Now Esau moves from “the land of Seir” in Canaan where he lived when Jacob returned from Padan–Aram, to “Mount Seir”.
Genesis 3:12,
Now Timna was the concubine of Eliphaz, Esau’s son, and she bore Amalek to Eliphaz. These were the sons of Adah, Esau’s wife.
This is the beginning of the Amalekites who became notable enemies to Israel.
Down through the centuries, those tribes which were there in the desert pushed out in many directions. Many of them pushed across North Africa. All the Arab tribes came from Abraham through Hagar, the Egyptian, and through Keturah, whom he married after the death of Sarah, and there’s been intermarriage between the tribes. They belong to the same family that Israelites belong to.
So this chapter is important as it shows these relationships. The Spirit of God is at pains to tell us about this.
To verse 15,
These were the chiefs of the sons of Esau. The sons of Eliphaz, the firstborn son of Esau, were Chief Teman, Chief Omar, Chief Zepho, Chief Kenaz,
These were the chiefs of the sons of Esau: When we see the kings and chiefs among the descendants of Esau, we see more clearly what God meant when He said, Jacob I have loved, but Esau I have hated Esau was obviously a blessed man, but he was hated and rejected in regard to being chosen to inherit the covenant God made to Abraham.
Genesis 36:19,
These were the sons of Esau, who is Edom, and these were their chiefs.
Now we’re not going to attempt to read the next few verses because, well franky it’s a challenge to my ability to pronounce these names but it’s interesting to note the meanings of just a few of them.
Dishon means gazelle.
Alvan means wicked.
Ithran means advantage.
Aran means mountain goat and Baal-Hanan. His name embraced the false god Baal.
Now to verse 31,
Now these were the kings who reigned in the land of Edom before any king reigned over the children of Israel:
This business of having kings was not God’s plan for His people. God Himself rather wanted to be their King.

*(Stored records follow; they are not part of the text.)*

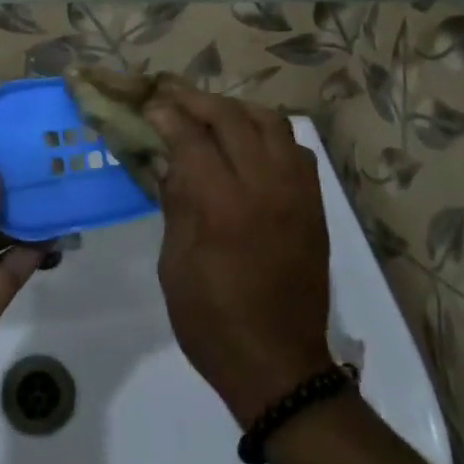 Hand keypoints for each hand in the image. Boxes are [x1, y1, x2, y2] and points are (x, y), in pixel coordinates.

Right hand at [146, 85, 333, 427]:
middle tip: (171, 96)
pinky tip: (250, 145)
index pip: (191, 137)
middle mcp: (264, 186)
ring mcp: (295, 192)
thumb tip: (167, 159)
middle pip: (231, 117)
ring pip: (270, 122)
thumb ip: (175, 203)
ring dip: (236, 109)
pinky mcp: (314, 204)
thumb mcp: (175, 265)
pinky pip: (294, 148)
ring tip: (211, 114)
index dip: (167, 115)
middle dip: (196, 100)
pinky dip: (269, 134)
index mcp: (222, 205)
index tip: (149, 106)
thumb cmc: (213, 322)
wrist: (280, 367)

But this was the lifestyle of Edom.
They had chiefs and kings over them. If you’d belonged to the family of Esau, you’d probably have needed a title, or a hyphenated name because that’s the type of folk they were. They thrived on their pride.
It’s interesting to note that the people of Esau had kings long before the people of Israel had kings.
In fact, later on the people of Israel will say to Samuel, the prophet, “… make us a king to judge us like all the nations” That’s in 1 Samuel 8:5.
In effect, they said, “Our brothers down south, the Edomites, have kings. We’d like to have kings like they do.”
Genesis 36:40-43,
And these were the names of the chiefs of Esau, according to their families and their places, by their names: Chief Timnah, Chief Alvah, Chief Jetheth, Chief Aholibamah, Chief Elah, Chief Pinon, Chief Kenaz, Chief Teman, Chief Mibzar, Chief Magdiel, and Chief Iram. These were the chiefs of Edom, according to their dwelling places in the land of their possession. Esau was the father of the Edomites.
Notice the finishing line? Esau was the father of the Edomites.
So, this is the family history of the rejected line.
When the chapter gives the final resumé, it lists again the chiefs that came from the line of Esau.
A chapter like this gives a family history which probably extends farther back than any other source could go.
So the chapter closes with a list of the chiefs and mentions again that their habitation is in the land of their possession which is Edom. Esau was the father of the Edomites.
We see the working out of this in the prophecies of Obadiah and in Malachi. This is quite remarkable, friend, and something we couldn’t just pass by.
Next time As we resume the story of the line of Abraham, Isaac, and Jacob, we come to the fourth outstanding piece in this last section of Genesis.
From here, all the way through the Book of Genesis, the central figure is Joseph, although we are still dealing with the family of Jacob.
More chapters are devoted to Joseph than to Abraham or Isaac or to anyone else for that matter.
More chapters are devoted to Joseph than to the first whole period from Genesis 1–11.
This should cause us to ask why Joseph should be given such prominence in Scripture.
This is definitely one of the all-time great stories of the Bible.